What really grinds my gears is the lack of emotional support for people with diabetes. This is one of the most intense self-managed diseases out there, yet the standard of care (if we even get that) involves a doctor visit for insulin dosing or medication and blood sugar checks. If we’re lucky, we get to see a nutritionist of CDE.  Then we are expected to go home and “make it happen”.

I call “farce” (this is a PG rated blog post). The other 525,920  minutes we have in a year are left up to us and our coping skills. Diabetes is *hard*. There is so much fear, anxiety, stigma, shame, blame, anger, grief, and burnout that you would think an entire industry of mental health professionals would have jumped in by now to help. Instead, people are blamed and shamed and compassion is withheld for those who truly need the help.

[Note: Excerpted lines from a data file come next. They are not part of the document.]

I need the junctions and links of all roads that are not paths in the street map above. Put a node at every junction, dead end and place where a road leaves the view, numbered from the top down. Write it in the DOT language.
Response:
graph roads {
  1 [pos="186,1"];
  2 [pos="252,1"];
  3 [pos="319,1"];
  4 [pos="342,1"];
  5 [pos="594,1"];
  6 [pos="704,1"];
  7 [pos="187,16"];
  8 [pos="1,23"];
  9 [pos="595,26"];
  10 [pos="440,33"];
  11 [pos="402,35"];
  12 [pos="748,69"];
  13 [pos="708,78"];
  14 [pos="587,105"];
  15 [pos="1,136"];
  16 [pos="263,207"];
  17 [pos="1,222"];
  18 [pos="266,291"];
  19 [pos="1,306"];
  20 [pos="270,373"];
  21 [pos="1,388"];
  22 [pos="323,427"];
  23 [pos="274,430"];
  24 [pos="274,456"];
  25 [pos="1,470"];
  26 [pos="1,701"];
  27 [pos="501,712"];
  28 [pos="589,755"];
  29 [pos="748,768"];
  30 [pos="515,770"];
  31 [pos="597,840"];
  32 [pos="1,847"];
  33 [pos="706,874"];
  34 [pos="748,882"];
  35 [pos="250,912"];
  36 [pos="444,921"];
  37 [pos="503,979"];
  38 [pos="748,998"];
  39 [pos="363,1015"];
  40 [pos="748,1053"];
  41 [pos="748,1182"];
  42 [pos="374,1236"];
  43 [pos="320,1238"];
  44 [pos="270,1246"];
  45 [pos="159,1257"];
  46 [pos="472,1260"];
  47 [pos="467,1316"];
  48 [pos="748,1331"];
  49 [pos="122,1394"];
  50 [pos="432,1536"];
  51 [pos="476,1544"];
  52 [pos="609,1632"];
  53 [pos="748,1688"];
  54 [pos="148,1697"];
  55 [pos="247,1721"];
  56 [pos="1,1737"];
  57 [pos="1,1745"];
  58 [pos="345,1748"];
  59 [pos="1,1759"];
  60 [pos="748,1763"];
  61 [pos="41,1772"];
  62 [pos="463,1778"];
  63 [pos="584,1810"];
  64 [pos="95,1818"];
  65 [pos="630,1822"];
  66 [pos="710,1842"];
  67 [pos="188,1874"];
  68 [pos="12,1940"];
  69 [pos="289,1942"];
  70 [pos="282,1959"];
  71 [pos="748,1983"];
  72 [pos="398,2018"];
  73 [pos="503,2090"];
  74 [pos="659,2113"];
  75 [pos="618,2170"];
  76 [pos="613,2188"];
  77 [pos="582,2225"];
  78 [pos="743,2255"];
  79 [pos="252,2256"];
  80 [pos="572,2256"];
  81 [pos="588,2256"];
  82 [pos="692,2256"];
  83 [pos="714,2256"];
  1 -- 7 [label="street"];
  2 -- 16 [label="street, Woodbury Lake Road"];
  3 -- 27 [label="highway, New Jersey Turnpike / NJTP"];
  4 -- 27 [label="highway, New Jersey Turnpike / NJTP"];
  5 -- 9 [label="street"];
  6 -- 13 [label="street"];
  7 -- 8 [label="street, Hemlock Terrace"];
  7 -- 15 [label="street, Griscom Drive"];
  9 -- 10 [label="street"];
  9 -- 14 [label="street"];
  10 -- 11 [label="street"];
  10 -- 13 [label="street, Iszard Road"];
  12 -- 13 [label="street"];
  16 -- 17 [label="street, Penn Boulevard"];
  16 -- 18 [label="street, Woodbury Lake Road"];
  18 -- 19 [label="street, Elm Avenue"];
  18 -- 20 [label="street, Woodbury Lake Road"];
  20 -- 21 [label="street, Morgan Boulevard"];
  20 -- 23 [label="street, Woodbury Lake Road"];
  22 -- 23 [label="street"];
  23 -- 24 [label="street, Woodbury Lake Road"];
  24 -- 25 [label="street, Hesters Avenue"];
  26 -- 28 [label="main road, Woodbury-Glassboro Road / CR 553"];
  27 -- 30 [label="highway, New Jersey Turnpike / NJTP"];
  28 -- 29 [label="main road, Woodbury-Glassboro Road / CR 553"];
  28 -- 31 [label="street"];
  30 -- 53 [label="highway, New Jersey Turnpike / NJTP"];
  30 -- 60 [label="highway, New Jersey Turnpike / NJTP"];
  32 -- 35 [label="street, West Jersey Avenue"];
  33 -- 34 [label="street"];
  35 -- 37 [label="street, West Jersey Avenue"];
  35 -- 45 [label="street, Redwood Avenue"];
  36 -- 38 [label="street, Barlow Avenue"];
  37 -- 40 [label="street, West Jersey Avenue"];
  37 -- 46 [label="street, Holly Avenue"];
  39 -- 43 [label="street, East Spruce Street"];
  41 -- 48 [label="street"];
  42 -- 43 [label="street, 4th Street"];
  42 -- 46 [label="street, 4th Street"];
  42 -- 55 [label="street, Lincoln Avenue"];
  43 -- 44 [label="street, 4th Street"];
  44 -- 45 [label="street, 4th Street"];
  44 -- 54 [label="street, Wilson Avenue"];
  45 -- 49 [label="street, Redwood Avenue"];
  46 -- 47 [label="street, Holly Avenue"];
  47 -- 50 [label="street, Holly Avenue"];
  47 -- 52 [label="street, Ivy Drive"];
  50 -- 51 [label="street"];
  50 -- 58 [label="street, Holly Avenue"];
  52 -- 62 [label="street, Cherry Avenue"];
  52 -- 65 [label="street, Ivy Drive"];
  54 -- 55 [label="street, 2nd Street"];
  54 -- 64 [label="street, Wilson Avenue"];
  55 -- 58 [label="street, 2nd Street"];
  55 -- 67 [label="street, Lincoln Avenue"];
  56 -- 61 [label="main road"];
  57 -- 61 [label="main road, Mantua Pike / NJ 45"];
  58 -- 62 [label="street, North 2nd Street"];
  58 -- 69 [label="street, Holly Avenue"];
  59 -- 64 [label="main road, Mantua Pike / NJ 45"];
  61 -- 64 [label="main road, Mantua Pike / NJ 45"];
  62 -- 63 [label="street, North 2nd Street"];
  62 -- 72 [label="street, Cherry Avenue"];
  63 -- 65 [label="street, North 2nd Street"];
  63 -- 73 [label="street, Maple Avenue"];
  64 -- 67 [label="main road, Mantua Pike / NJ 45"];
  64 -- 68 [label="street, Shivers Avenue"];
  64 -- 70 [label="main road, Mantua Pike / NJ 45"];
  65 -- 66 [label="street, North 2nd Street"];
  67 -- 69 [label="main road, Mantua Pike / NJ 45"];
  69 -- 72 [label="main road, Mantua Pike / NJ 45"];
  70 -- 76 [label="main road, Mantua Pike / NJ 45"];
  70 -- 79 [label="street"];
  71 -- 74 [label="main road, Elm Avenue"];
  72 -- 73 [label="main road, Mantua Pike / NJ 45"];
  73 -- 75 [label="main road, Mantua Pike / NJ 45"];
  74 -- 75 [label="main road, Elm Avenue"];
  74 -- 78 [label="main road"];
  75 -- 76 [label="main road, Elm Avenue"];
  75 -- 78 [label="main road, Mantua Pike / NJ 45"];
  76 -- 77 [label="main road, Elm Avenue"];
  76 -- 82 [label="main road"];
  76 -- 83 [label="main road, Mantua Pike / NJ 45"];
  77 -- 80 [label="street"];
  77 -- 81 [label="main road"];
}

I had a hard time dealing with the emotional parts of my diagnosis and for years afterward. I was an adult (26) and had build my life, marriage, and career around being the person I was at the time. We all change over time, but when change is sudden, we can lose our way. While I had outstanding medical care and more doctors than I care to count, I didn’t have a shoulder to cry on from someone who truly understood what I was going through. I felt pressured to just “get on with my life” which suppressed the needs I had at the time. When I reached out for professional help, I experienced judgement and blank stares.

I read about folks who are going through what I went through time and time again in the Diabetes Online Community (DOC) and my heart breaks. I didn’t understand why someone wasn’t stepping up to help. I had just completed coach training at the time and realized “someone” was me. I didn’t have to wait: I could act now.

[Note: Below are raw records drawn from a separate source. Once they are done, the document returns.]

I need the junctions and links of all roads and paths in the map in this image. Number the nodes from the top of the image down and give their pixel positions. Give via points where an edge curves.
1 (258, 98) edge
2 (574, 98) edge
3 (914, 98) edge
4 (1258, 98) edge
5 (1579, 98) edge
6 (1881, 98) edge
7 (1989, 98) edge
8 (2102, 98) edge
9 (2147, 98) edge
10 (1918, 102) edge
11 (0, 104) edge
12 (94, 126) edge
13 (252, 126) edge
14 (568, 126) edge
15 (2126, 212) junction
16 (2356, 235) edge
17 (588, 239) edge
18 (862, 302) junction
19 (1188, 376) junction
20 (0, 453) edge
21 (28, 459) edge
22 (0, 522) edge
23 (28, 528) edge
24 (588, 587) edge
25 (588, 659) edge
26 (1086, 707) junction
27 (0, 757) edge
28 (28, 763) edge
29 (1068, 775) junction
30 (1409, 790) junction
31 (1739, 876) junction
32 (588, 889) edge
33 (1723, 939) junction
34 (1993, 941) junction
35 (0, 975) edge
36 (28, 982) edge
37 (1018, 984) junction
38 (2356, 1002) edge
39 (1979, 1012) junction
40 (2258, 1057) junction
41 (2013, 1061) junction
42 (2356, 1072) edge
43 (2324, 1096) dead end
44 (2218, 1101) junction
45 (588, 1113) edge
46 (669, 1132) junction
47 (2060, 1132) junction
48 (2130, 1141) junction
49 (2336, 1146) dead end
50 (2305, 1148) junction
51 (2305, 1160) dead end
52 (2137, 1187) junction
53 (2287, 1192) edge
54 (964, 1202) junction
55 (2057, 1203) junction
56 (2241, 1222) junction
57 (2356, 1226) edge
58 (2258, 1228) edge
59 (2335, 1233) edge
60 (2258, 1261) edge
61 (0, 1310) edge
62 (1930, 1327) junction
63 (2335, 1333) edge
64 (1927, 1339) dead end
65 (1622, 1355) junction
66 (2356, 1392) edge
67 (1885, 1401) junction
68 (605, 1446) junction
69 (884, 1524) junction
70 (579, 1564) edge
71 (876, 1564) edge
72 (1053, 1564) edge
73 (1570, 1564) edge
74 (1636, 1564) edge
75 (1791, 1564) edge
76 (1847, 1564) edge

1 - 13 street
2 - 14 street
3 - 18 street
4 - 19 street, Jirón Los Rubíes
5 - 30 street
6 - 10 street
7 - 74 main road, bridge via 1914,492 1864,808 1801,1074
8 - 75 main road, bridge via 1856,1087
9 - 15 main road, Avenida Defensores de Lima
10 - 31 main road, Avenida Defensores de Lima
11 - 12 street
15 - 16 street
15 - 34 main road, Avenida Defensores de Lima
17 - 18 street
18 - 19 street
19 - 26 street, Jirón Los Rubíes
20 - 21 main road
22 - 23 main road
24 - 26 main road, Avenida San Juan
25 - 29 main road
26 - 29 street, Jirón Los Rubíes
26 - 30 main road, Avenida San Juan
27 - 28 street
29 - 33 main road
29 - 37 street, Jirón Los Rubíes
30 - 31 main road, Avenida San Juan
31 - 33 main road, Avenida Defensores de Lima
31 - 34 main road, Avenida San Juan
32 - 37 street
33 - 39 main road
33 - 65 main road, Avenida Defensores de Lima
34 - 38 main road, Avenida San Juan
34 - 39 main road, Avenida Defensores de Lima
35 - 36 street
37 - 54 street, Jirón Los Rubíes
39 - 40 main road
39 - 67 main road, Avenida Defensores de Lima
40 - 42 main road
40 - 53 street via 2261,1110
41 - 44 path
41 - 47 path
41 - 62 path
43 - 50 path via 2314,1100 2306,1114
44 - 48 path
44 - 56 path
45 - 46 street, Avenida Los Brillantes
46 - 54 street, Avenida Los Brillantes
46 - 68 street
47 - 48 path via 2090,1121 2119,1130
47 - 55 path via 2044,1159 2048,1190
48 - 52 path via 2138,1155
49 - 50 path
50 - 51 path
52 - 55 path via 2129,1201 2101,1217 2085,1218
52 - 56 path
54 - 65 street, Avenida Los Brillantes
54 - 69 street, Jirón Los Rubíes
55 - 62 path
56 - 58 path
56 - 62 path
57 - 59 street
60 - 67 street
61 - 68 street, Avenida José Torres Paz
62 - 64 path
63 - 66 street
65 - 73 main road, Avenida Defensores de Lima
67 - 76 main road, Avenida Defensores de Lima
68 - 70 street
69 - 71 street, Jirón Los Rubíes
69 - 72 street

No one deserves this disease: shame and blame is never justified. No one asked for this, and no one should be left alone.

Now, I run a shame and blame free coaching business to fill in that gap. I learned a great deal about loneliness, sorrow, grief, fear, and anxiety from my experiences, and a learned a myriad of ways to work through those feelings. What wakes me up in the morning is my vow to not leave one person behind and alone with this disease. To be the ear to listen,  the hand to hold, and the eyes to help you see a path forward: that’s what I’m passionate about. While not everyone with diabetes needs this form of help, for those who do, it’s just as necessary as insulin or metformin to survive.